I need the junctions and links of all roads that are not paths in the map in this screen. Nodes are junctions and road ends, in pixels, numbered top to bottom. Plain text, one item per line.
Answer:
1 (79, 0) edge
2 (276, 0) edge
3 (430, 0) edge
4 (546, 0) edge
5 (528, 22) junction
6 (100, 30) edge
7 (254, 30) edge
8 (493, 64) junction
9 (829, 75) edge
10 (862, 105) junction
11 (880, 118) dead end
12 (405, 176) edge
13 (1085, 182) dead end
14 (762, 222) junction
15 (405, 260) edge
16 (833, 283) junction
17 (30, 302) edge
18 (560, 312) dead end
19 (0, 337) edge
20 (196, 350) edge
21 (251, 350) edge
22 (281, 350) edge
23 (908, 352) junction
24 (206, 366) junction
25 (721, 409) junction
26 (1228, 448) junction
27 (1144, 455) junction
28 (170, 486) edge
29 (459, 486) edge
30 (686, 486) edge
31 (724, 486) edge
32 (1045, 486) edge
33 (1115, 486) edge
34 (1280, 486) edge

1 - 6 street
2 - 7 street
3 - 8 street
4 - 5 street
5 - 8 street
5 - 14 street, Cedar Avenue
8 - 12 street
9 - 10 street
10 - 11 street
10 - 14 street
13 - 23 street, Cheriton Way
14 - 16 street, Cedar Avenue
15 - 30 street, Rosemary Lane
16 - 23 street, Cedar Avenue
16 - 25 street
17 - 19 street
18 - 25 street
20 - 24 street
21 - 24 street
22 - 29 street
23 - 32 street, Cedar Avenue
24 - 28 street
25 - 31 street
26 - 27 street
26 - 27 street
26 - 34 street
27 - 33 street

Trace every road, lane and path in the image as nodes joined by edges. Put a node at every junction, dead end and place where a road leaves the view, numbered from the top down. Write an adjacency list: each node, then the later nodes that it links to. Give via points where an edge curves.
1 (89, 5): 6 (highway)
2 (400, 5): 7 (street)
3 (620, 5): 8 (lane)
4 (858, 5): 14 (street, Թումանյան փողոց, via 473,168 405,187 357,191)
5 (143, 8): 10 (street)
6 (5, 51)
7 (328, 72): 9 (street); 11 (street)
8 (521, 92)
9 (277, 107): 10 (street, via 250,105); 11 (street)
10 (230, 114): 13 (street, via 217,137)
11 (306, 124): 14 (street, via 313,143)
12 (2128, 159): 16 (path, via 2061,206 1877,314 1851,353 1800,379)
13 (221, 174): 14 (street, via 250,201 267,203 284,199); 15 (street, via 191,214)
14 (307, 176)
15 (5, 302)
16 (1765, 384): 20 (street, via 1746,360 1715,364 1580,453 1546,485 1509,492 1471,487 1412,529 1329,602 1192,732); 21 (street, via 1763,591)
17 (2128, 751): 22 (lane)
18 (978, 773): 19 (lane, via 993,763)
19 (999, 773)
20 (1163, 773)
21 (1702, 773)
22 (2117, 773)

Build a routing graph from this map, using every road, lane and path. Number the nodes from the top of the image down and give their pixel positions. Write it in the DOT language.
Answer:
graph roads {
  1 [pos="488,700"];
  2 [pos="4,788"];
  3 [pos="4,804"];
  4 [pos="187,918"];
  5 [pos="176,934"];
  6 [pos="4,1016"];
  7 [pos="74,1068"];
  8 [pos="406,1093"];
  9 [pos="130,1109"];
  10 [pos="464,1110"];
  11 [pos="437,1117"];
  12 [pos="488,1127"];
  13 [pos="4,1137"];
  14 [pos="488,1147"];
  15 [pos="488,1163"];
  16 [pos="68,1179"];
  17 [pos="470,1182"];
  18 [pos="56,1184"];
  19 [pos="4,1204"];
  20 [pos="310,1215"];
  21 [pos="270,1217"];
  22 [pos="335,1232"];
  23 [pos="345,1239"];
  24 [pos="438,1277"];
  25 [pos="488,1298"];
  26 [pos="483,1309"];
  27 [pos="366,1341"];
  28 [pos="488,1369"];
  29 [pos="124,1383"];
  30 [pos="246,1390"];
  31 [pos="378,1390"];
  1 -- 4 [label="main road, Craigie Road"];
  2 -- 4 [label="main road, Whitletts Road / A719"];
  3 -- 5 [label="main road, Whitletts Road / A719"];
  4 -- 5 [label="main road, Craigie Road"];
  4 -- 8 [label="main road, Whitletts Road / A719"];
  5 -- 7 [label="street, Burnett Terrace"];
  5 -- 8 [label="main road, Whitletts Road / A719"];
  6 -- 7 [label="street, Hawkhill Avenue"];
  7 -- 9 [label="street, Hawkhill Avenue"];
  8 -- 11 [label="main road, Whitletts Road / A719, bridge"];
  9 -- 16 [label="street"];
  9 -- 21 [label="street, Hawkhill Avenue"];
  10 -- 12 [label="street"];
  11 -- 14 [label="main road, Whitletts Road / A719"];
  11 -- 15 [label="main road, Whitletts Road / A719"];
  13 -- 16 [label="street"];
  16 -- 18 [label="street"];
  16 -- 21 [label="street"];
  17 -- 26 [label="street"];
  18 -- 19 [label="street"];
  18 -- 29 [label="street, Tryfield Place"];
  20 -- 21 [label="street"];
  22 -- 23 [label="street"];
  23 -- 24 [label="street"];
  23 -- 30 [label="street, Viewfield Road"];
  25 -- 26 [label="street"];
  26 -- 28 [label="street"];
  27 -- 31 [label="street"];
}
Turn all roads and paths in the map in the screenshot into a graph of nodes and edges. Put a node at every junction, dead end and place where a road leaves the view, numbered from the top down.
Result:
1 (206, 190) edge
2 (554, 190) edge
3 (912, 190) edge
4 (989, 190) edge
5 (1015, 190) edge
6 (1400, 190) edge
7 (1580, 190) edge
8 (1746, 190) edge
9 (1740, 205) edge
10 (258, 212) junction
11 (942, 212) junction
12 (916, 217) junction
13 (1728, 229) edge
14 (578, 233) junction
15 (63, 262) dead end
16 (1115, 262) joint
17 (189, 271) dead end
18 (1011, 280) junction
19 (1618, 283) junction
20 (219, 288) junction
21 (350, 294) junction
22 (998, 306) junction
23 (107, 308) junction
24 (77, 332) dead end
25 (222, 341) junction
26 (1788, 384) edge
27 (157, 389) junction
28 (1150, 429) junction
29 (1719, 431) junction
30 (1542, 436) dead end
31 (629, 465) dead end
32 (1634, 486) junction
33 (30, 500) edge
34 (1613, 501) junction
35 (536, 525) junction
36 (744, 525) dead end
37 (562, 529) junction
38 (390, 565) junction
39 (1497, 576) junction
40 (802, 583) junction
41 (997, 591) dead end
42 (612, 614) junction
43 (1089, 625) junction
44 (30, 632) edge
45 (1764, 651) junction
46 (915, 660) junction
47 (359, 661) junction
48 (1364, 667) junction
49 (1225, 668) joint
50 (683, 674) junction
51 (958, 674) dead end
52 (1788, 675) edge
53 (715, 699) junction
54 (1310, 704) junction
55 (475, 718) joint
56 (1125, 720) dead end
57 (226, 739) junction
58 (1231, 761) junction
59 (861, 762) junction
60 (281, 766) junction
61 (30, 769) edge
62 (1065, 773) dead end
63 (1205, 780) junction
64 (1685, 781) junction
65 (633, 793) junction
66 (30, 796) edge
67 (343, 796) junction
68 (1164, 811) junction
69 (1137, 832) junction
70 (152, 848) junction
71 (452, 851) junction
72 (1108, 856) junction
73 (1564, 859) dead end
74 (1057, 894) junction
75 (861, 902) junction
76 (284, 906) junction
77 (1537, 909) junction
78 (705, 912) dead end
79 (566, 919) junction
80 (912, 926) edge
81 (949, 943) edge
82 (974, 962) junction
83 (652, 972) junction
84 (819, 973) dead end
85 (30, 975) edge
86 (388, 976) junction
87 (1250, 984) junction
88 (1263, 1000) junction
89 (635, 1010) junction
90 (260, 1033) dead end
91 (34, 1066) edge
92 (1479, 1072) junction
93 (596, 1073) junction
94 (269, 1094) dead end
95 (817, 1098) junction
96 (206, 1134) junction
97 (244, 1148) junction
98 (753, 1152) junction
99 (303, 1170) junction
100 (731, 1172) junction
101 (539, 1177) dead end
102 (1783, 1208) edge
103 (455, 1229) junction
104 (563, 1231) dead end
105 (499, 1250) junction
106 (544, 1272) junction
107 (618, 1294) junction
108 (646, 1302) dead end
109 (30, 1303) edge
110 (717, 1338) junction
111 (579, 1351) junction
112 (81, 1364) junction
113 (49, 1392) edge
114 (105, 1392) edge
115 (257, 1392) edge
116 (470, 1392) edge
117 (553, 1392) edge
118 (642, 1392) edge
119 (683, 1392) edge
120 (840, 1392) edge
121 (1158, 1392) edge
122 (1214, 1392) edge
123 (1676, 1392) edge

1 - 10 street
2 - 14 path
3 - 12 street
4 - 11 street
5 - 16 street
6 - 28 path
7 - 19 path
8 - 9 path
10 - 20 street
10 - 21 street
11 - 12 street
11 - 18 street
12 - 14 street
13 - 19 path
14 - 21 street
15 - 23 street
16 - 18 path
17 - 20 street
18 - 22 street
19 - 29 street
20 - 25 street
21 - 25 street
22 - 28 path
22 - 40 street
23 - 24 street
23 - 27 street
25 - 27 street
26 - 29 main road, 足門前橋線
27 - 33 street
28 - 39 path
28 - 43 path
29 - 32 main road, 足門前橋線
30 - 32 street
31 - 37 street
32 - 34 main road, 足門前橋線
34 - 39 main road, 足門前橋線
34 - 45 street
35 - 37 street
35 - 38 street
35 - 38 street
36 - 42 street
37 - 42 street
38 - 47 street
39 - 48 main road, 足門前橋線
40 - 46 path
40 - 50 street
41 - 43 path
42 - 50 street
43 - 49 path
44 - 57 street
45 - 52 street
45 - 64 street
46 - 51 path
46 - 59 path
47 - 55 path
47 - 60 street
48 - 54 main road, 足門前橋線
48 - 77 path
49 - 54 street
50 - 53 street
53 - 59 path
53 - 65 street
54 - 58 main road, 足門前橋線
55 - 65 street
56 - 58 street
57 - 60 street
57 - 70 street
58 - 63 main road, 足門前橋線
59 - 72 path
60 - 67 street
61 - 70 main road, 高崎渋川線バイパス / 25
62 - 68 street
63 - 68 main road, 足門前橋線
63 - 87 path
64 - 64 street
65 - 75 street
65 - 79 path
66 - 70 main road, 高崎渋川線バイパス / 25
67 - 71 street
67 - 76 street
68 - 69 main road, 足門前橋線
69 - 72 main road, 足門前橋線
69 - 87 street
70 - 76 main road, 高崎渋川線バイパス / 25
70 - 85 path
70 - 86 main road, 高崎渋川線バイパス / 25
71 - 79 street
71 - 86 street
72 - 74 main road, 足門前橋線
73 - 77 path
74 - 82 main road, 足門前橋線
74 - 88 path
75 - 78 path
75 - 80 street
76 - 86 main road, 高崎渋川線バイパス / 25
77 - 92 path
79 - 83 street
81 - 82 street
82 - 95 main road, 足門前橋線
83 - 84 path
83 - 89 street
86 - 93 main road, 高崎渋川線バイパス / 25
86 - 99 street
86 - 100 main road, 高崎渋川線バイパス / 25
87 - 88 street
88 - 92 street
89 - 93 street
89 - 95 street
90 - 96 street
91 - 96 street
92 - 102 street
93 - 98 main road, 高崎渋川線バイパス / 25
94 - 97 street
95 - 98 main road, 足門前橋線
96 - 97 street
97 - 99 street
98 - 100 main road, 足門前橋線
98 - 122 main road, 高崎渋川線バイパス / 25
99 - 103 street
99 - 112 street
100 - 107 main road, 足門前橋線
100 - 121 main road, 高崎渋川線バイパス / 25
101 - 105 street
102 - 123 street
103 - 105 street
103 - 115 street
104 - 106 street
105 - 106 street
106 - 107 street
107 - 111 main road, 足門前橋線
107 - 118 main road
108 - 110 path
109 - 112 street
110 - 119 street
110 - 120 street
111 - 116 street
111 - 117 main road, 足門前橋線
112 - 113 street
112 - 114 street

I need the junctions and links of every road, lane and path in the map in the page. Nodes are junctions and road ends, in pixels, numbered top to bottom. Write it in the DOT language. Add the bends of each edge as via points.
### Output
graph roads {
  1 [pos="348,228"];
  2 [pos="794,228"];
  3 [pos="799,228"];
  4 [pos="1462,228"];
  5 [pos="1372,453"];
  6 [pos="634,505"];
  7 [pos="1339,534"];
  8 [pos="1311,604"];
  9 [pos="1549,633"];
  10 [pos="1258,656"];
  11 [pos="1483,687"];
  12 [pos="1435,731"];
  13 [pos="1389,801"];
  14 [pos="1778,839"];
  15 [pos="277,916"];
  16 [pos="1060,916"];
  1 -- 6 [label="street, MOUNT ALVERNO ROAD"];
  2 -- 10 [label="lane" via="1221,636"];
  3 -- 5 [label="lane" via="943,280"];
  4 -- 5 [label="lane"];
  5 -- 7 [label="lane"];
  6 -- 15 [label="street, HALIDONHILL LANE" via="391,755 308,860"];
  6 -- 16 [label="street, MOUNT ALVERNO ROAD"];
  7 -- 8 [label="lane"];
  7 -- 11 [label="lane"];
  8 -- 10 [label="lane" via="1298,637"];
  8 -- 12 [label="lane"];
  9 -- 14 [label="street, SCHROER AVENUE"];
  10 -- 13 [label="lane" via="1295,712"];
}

__ACTION ITEM__.
Within the listing, how many lines hold the string "Write"? Answer with the number alone.

__THE COMPLETED TASK__.
3